Her voice is clipped. American English. Two Americans and one Latin American. And what of the others? Who are the mystery pair in shadow on the end of the shelf? The whites of their eyes faintly visible in the gloom as they study the cold room with puzzlement.

“Why is it winter in here and summer outside?” I ask aloud this time. My voice shakes as though my vocal chords are wired up to a distortion pedal. as though the frog in my throat is a snake’s rattle.
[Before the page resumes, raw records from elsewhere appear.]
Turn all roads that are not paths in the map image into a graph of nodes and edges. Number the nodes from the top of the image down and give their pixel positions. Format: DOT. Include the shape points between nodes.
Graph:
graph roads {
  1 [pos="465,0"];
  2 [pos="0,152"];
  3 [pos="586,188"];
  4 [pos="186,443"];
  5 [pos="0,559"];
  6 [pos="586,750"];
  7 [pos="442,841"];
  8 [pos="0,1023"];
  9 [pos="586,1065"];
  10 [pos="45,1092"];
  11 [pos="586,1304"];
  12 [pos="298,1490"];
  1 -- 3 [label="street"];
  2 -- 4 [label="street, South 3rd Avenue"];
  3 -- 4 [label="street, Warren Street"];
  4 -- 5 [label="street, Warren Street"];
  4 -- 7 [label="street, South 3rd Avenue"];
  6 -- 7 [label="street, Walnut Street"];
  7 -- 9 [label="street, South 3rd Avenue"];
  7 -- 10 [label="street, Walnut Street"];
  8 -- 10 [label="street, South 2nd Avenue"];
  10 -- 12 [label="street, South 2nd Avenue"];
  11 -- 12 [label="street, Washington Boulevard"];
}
The distortion moves around the room, latching onto other sounds which gather like a storm until the writers’ voices are lost. The creaks of the house become shrieks. The slight hiss of electricity becomes a mass. The spider scuttles to safety.  Time folds up on itself like origami crushed under foot. And inside the folded pages I hold my ears and cower, waiting for the end.

Aspire to Asylum


Back to the quiet routine. Back to watching the dust and the bar flies settle in the reflection of a patterned mirror. Moments nuzzle up close to one another, leaving no personal space. Gruff John’s glass is empty. Specks of froth scatter the interior in a pattern which defines the last disappointed sip. He leans on the counter and begs the nurse for another dose. Politely first, then more insistent, sensing resistance to the logic of just one more.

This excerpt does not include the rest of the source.